THIS fascinating memoir chronicles half a century of intellectual warfare - or, rather, warfare among the intellectuals. From his vantage point as editor of the Partisan Review, William Phillips has observed at close range the complicated infighting of New York's literary circles. Yet his very centrality has also placed him on the periphery of other important areas of cultural discourse. In fact, the most intriguing aspect of Phillips's energetic attempt to chart the murky waters of literary politics is the sheer difficulty of determining what is central, what peripheral - what is cosmopolitan, what provincial. One man's backwater may be another man's high sea.
The Partisan Review has struggled to achieve centrality. Phillips, whose intellectual life was consumed by the Partisan Review, was instrumental in defining the style and substance of a journal whose outlook, ironically, served both to define and delimit him.
Founded by Philip Rahv and Phillips in the 1930s, the Partisan Review began as an organ of the John Reed Club, but soon broke with Communist orthodoxies to pursue a strikingly independent course (or spectrum of courses) in politics, literature, and cultural criticism.
Over the years, it featured such contributors as Mary McCarthy, Meyer Schapiro, Dwight Macdonald, Clement Greenberg, William Barrett, Delmore Schwartz , Irving Howe, Ralph Ellison, Saul Bellow, Elizabeth Hardwick, Flannery O'Connor , Diana and Lionel Trilling, Norman Mailer, and Norman Podhoretz.
To those who throughout the '30s and '40s continued to defend Stalin, Phillips and his group were ''Trotskyites'' (Marxists who did not adhere to the Soviet-dominated Party line). Yet, as Phillips points out, few who wrote for the Partisan Review were actually followers of Trotsky. For, as many disillusioned Marxists were beginning to realize, the persecuted Trotsky was almost as intolerant and unscrupulous as his nemesis, Stalin.
Some of the PR group - including Rahv - continued to think of themselves as Marxists - in theory, at least. But Phillips recounts Norman Podhoretz's story about Rahv and his wife, who was alarmed by her husband's dire predictions about the fate of Wall Street. ''Philip, maybe we should sell all our stock,'' she suggested. ''Don't be a fool,'' replied Rahv, ''this is just theory.''
Anti-communist liberalism soon became the prevailing outlook of the PR crowd, including Lionel Trilling and Phillips himself. Some, like Dwight Macdonald and Mary McCarthy, grew suspicious of centralized power and inclined toward the purer politics of anarchism. But others, such as Norman Podhortez and Hilton Kramer, would eventually shift further to the right and emerge as neo-conservatives - a trend which Phillips can neither admire nor fully explain. ''A Partisan View'' may be read as part of a continuing effort to avoid the extremisms of both the left and the right.

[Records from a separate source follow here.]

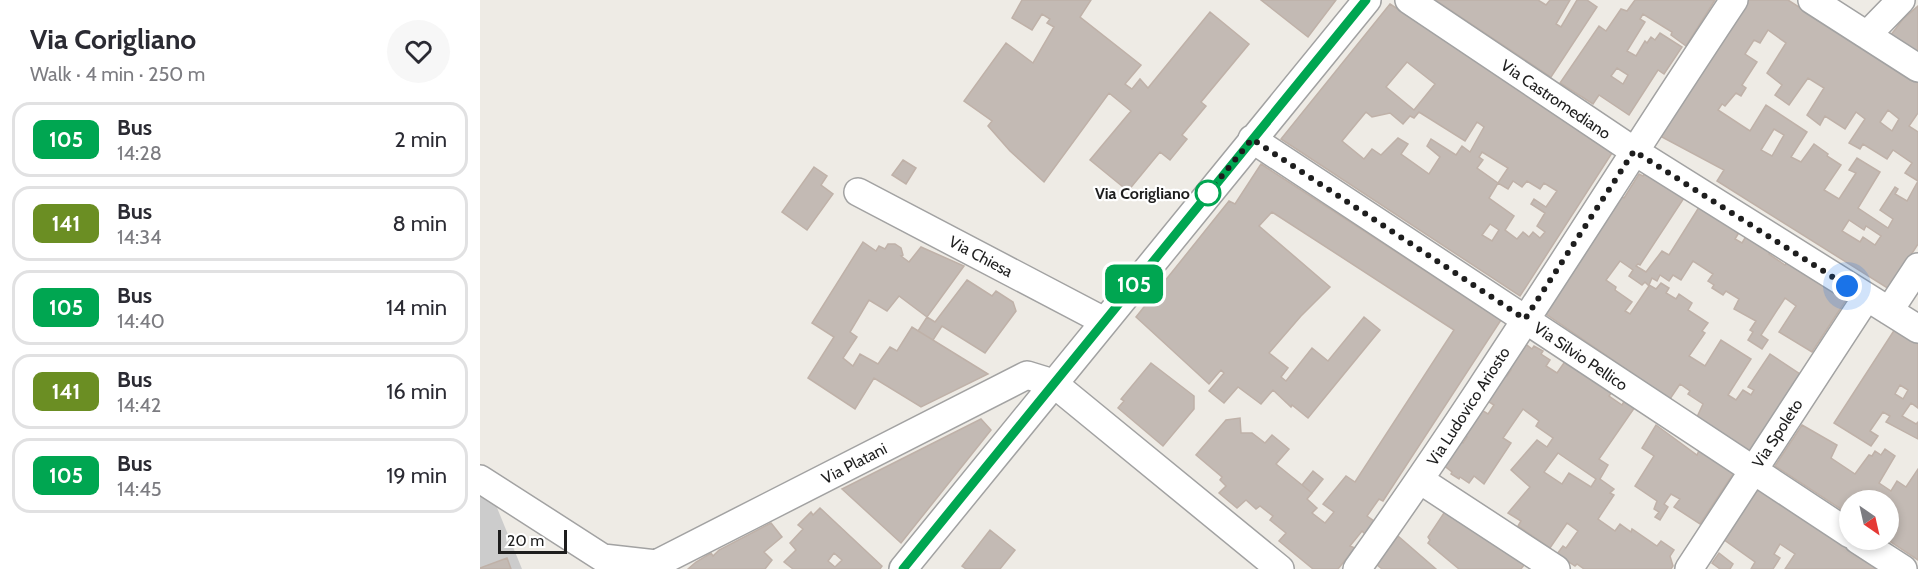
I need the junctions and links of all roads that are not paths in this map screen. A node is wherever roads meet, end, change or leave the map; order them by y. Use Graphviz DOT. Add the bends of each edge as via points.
graph roads {
  1 [pos="1366,0"];
  2 [pos="1409,0"];
  3 [pos="1734,0"];
  4 [pos="1812,0"];
  5 [pos="1901,0"];
  6 [pos="1867,35"];
  7 [pos="1918,68"];
  8 [pos="1252,139"];
  9 [pos="1634,151"];
  10 [pos="858,192"];
  11 [pos="1918,267"];
  12 [pos="1878,305"];
  13 [pos="1525,319"];
  14 [pos="1104,321"];
  15 [pos="1918,329"];
  16 [pos="1053,383"];
  17 [pos="1752,472"];
  18 [pos="480,479"];
  19 [pos="1420,480"];
  20 [pos="1839,527"];
  21 [pos="1874,550"];
  22 [pos="903,569"];
  23 [pos="1280,569"];
  24 [pos="1357,569"];
  25 [pos="1556,569"];
  26 [pos="1689,569"];
  27 [pos="1903,569"];
  1 -- 8 [label="street"];
  2 -- 9 [label="street, Via Castromediano"];
  3 -- 9 [label="street, Via Ludovico Ariosto"];
  4 -- 6 [label="street"];
  5 -- 6 [label="street"];
  6 -- 7 [label="street"];
  8 -- 13 [label="street, Via Silvio Pellico"];
  8 -- 14 [label="street"];
  9 -- 12 [label="street, Via Castromediano"];
  9 -- 13 [label="street, Via Ludovico Ariosto"];
  10 -- 14 [label="street, Via Chiesa"];
  11 -- 12 [label="street, Via Spoleto"];
  12 -- 15 [label="street, Via Castromediano"];
  12 -- 17 [label="street, Via Spoleto"];
  13 -- 17 [label="street, Via Silvio Pellico"];
  13 -- 19 [label="street, Via Ludovico Ariosto"];
  14 -- 16 [label="street"];
  16 -- 18 [label="street, Via Platani" via="1028,375 656,564 603,558"];
  16 -- 22 [label="street"];
  16 -- 23 [label="street"];
  17 -- 20 [label="street, Via Silvio Pellico"];
  17 -- 26 [label="street, Via Spoleto"];
  19 -- 24 [label="street, Via Ludovico Ariosto"];
  19 -- 25 [label="street"];
  21 -- 27 [label="street"];
}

From its outset, the magazine also had to contend with the frequently conflicting claims of politics and literature. Marxism (or even democratic socialism) and Modernism (a movement sometimes as politically conservative as it was stylistically innovative) were strange bedfellows. From his own account, it seems that Phillips preferred his ''creative'' writers to be daringly experimental but his critics to be - like Trilling - centrist and traditional. This, perhaps, explains why he was never quite able to think of Saul Bellow - whom he certainly admired - as a major literary figure, and would also explain his wariness of unorthodox, deliberately creative critics like Geoffrey Hartman and Harold Bloom.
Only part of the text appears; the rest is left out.